Ivaldo Lemos Junior
Promotor de Justiça do MPDFT
Humoristas gostam de defender a ausência de limites no desempenho de suas atividades profissionais; não podem ser tolhidos na liberdade de piadar contra quem ou o que lhes aprouver; essa é a sua função social e o único móvel a regulá-la é o sucesso do riso.
Santo Agostinho disse sobre o tempo: “si nemo a me quaerat, scio, si quaerenti explicare velim, nescio” (quando não me perguntam o que é, eu sei; quando me perguntam, não sei). Parafraseando nosso homem em Hipona, se não me perguntam qual é o limite do humor, consigo intuir uma linha pontilhada (uma linha que é, na verdade, uma faixa degradê). O pior é que só se percebe que foi cruzada quando é tarde demais, ou seja, se o ouvinte, mesmo que não seja o alvo direto da pilhéria, franze a testa, coça a cabeça ou vai além, apupa, joga ovos no engraçadinho, mete a mão na sua cara.
Ao menos um gelo baiano parece claro de antemão: defeitos físicos e doenças mentais.
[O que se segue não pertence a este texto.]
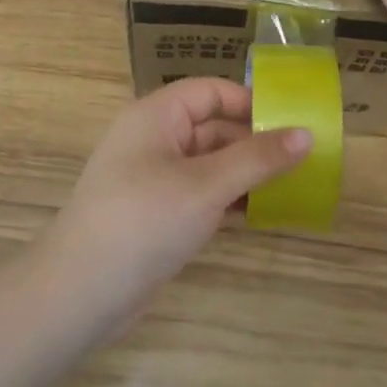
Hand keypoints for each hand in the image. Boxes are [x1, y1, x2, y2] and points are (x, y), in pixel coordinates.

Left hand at [45, 78, 312, 329]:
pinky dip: (227, 199)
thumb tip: (307, 133)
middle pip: (212, 127)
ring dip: (245, 173)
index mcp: (157, 116)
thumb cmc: (144, 221)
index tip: (292, 121)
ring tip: (291, 187)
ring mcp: (153, 178)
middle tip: (302, 159)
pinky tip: (259, 214)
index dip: (250, 102)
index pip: (211, 92)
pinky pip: (199, 193)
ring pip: (209, 163)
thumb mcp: (207, 186)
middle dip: (254, 142)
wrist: (79, 294)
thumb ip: (258, 159)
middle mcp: (154, 139)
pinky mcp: (155, 213)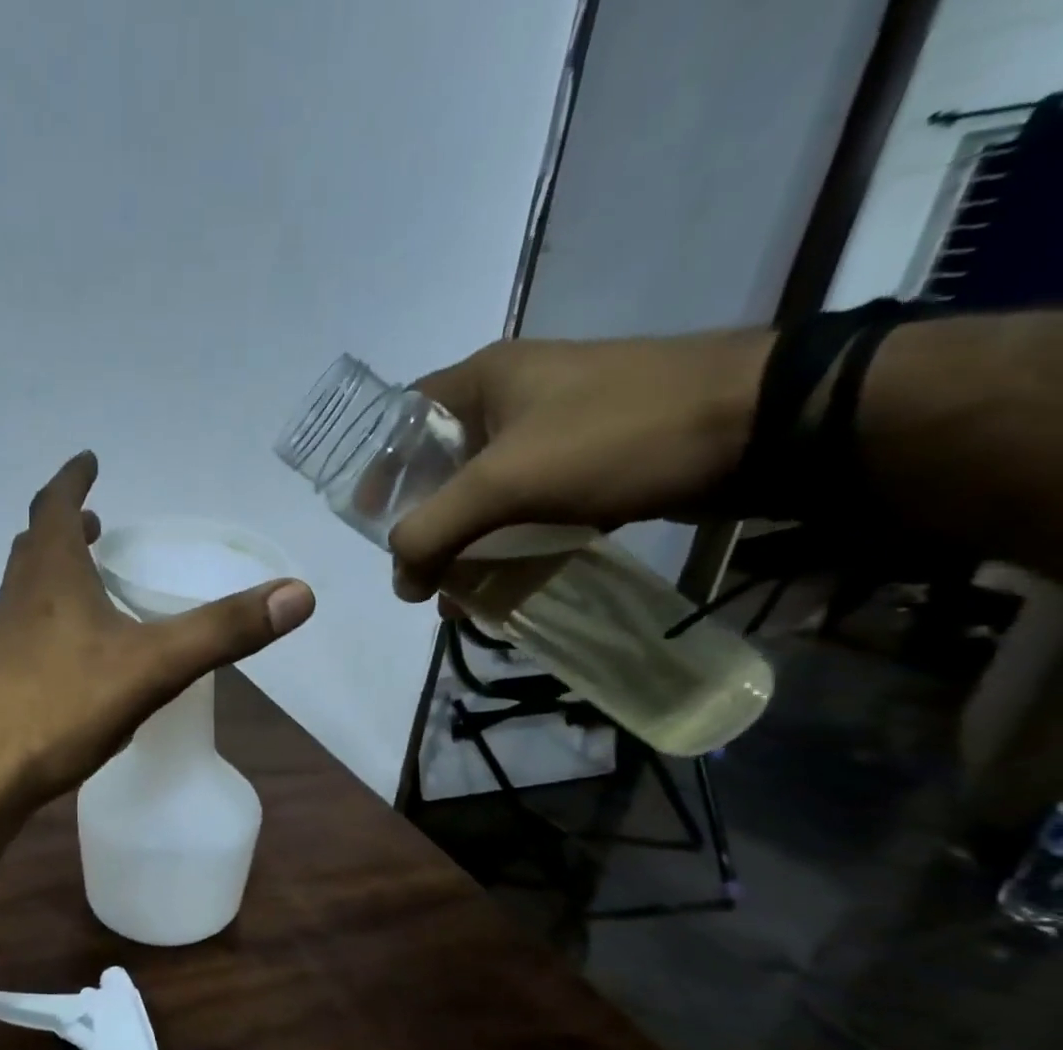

Não é aceitável gracejar sobre os olhos do Nestor Cerveró nem com a condição capilar da mulher do Will Smith porque a aflição que isso possa causar não compensa o desfrute sardônico que proporciona a ouvidos mal educados - ou educados demais que, “par délicatesse”, optam por vestir um protocolar sorriso amarelo.
A trajetória do humor como um todo varia de acordo com a evolução (esta palavra está sendo utilizada em um sentido biológico, não moral) dos valores culturais. Já não se brinca com bêbados como antes, porque o alcoolismo crônico é hoje percebido como uma desgraça que acaba com empregos e destroça famílias. Mas a coisa não é tão simples. Charlie Chaplin sustentava que “o verdadeiro caráter de um homem aparece quando ele está bêbado”, o que encontra ressonância em pensamentos muito antigos, de tal modo que a crítica de seus personagens pode agitar algo mais profundo do que a zombaria barata e sórdida.